There was evidence from which the jury could reasonably have found that the defendant knew that the purpose for which the premises were leased involved a visit to them by many persons who had business with the unemployment compensation office of the state; that the defendant, by its employee, at the express or implied request of the state, built the platform and later changed the railing on it; that it was not reasonably safe for the use of visitors to the premises; and that the defendant knew or should have known that the state could not reasonably be expected to make any changes in the platform or take any other steps which would be effective to guard visitors to the premises against danger from it. Indeed, the fact that the state could make no alterations in the premises without the consent of the defendant would in itself go far to establish that the latter could not reasonably expect the former to attempt to remedy the dangerous condition by changing the platform. Calway v.
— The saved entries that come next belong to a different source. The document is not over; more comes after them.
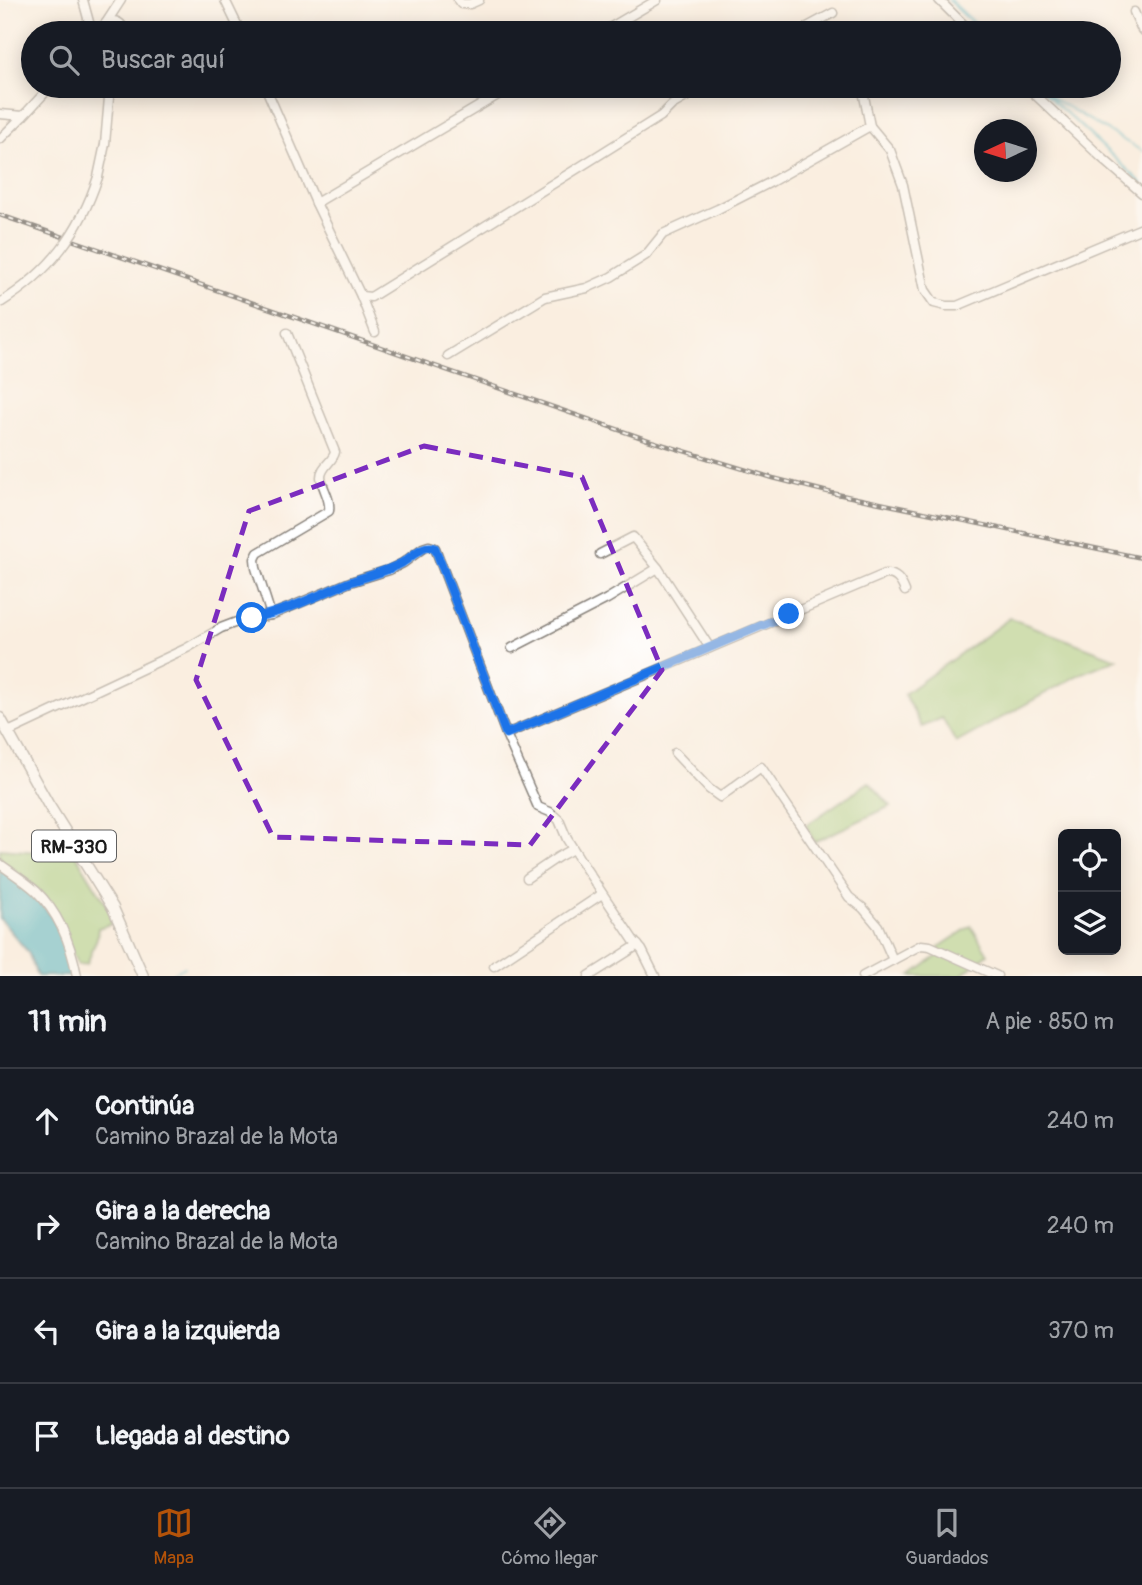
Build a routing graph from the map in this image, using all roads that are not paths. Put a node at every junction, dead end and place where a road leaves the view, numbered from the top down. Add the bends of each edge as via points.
1 (83, 0) edge
2 (225, 0) edge
3 (458, 0) edge
4 (478, 0) edge
5 (657, 0) edge
6 (939, 0) edge
7 (118, 4) edge
8 (1133, 12) dead end
9 (833, 13) dead end
10 (90, 21) edge
11 (108, 21) edge
12 (119, 21) edge
13 (235, 21) edge
14 (621, 21) edge
15 (818, 21) edge
16 (960, 21) edge
17 (1142, 30) edge
18 (40, 98) edge
19 (109, 98) edge
20 (270, 98) edge
21 (493, 98) edge
22 (684, 98) edge
23 (864, 98) edge
24 (1039, 98) edge
25 (0, 114) edge
26 (23, 116) junction
27 (870, 126) junction
28 (0, 139) edge
29 (1142, 193) edge
30 (316, 203) junction
31 (1142, 228) edge
32 (360, 296) junction
33 (0, 303) edge
34 (375, 332) dead end
35 (287, 333) dead end
36 (447, 356) dead end
37 (600, 554) dead end
38 (658, 568) junction
39 (905, 591) dead end
40 (271, 615) junction
41 (512, 648) dead end
42 (710, 648) junction
43 (0, 718) edge
44 (8, 732) junction
45 (506, 734) junction
46 (675, 753) dead end
47 (573, 849) junction
48 (0, 864) edge
49 (527, 878) dead end
50 (602, 894) junction
51 (638, 945) junction
52 (893, 960) junction
53 (494, 965) dead end
54 (77, 976) edge
55 (143, 976) edge
56 (589, 976) edge
57 (655, 976) edge
58 (863, 976) edge
59 (997, 976) edge

1 - 10 street
2 - 13 street
3 - 4 street via 465,5
5 - 14 street
6 - 16 street
7 - 11 street
7 - 12 street
8 - 17 street
9 - 15 street
18 - 26 street
19 - 33 street, bridge via 105,144 88,205 53,259
20 - 30 street
21 - 30 street
22 - 32 street via 371,297
23 - 27 street
24 - 29 street
25 - 26 street
26 - 28 street
27 - 31 street via 890,150 903,185 925,290 934,303 957,306
27 - 36 street via 771,182 663,234 646,256 611,276 587,288 545,297
30 - 32 street
32 - 34 street
35 - 40 street via 335,452 321,476 329,511 255,559
37 - 38 street via 633,537
38 - 41 street
38 - 42 street
39 - 42 street via 895,575 885,574
40 - 44 street via 221,628
40 - 45 street via 403,563 423,548 435,548
42 - 45 street
43 - 44 main road, RM-330
44 - 55 main road, RM-330 via 113,908
45 - 47 street via 538,807 559,820
46 - 52 street via 720,797 761,767 849,897 878,926
47 - 49 street
47 - 50 street
48 - 54 street via 36,891 57,915
50 - 51 street
50 - 53 street
51 - 56 street
51 - 57 street
52 - 58 street
52 - 59 street via 921,945 930,946

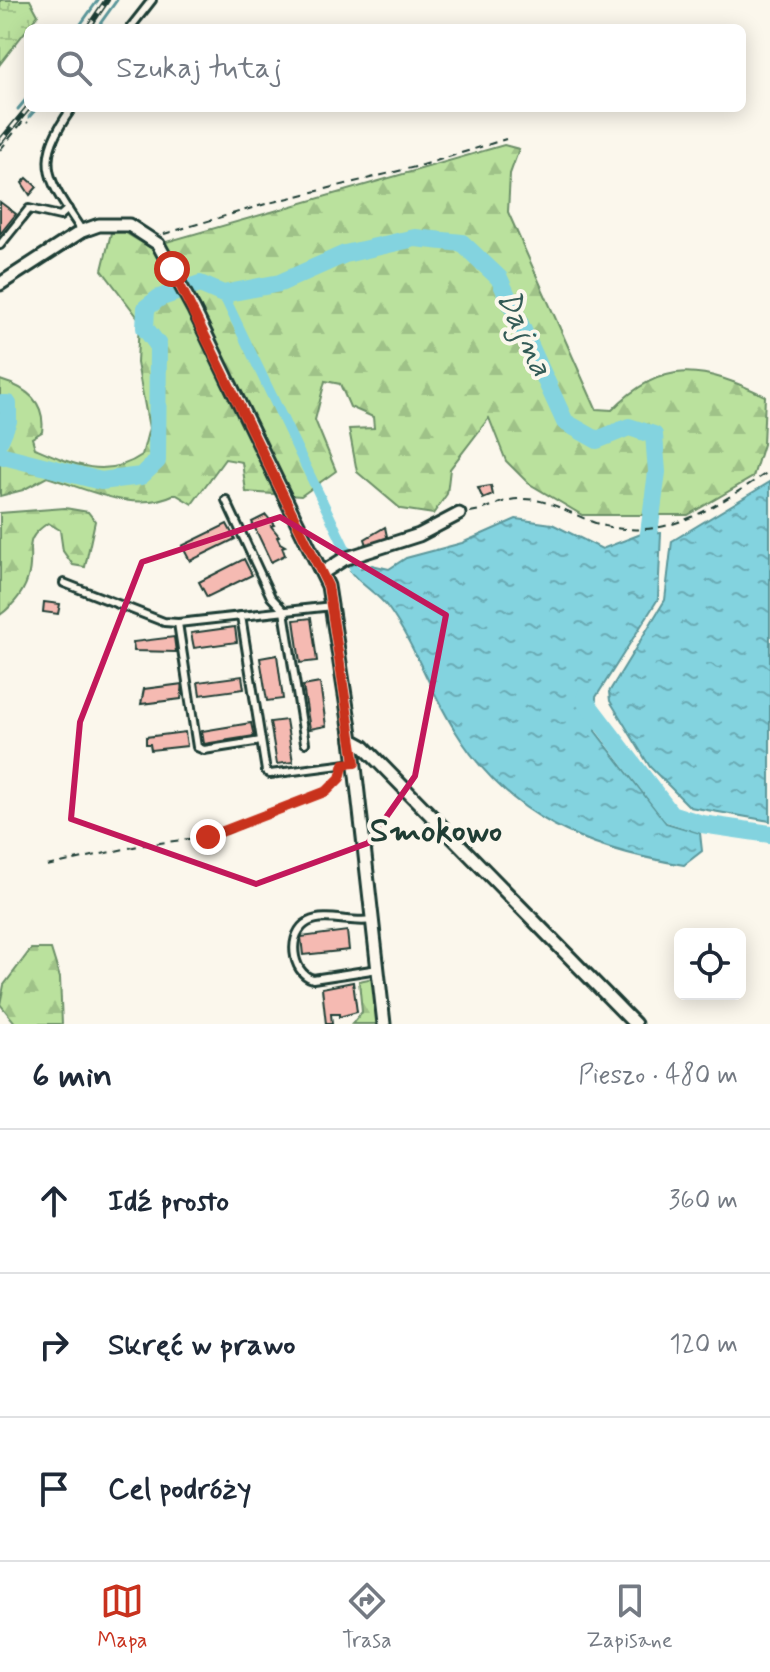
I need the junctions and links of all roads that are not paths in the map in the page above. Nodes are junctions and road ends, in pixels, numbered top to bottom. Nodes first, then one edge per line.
1 (152, 0) edge
2 (133, 24) edge
3 (70, 112) edge
4 (68, 209) junction
5 (82, 231) junction
6 (0, 245) edge
7 (0, 284) edge
8 (226, 500) dead end
9 (459, 514) road end
10 (322, 573) junction
11 (64, 583) dead end
12 (332, 606) junction
13 (284, 611) junction
14 (241, 616) junction
15 (178, 623) junction
16 (352, 740) junction
17 (261, 741) junction
18 (305, 743) dead end
19 (349, 763) junction
20 (372, 920) junction
21 (378, 969) junction
22 (384, 1024) edge
23 (635, 1024) edge

1 - 2 lane
3 - 4 lane
4 - 5 lane
4 - 6 lane
5 - 7 street
5 - 10 street
8 - 13 lane
9 - 10 street
10 - 12 street
11 - 15 lane
12 - 13 lane
12 - 16 street
13 - 14 lane
13 - 18 lane
14 - 15 lane
14 - 17 lane
15 - 17 lane
16 - 19 street
16 - 23 street
17 - 19 lane
19 - 20 street
20 - 21 street
20 - 21 lane
21 - 22 street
Schaal Son, Inc., 113 Conn. 586, 592, 155 A. 813; restatement, *449 2 Torts, p. 973. In view of the evidence that the defendant's representative knew that several people had stumbled on the platform before the railing was changed and that one of the men in the office had suggested to him the construction of a ramp, and of the other evidence in the case, it could not be held that the jury could not reasonably find the defendant to have been negligent in constructing the platform and railings in the way it did.

There is error, the judgment is set aside and the case is remanded with direction to set the verdict aside.

In this opinion the other judges concurred.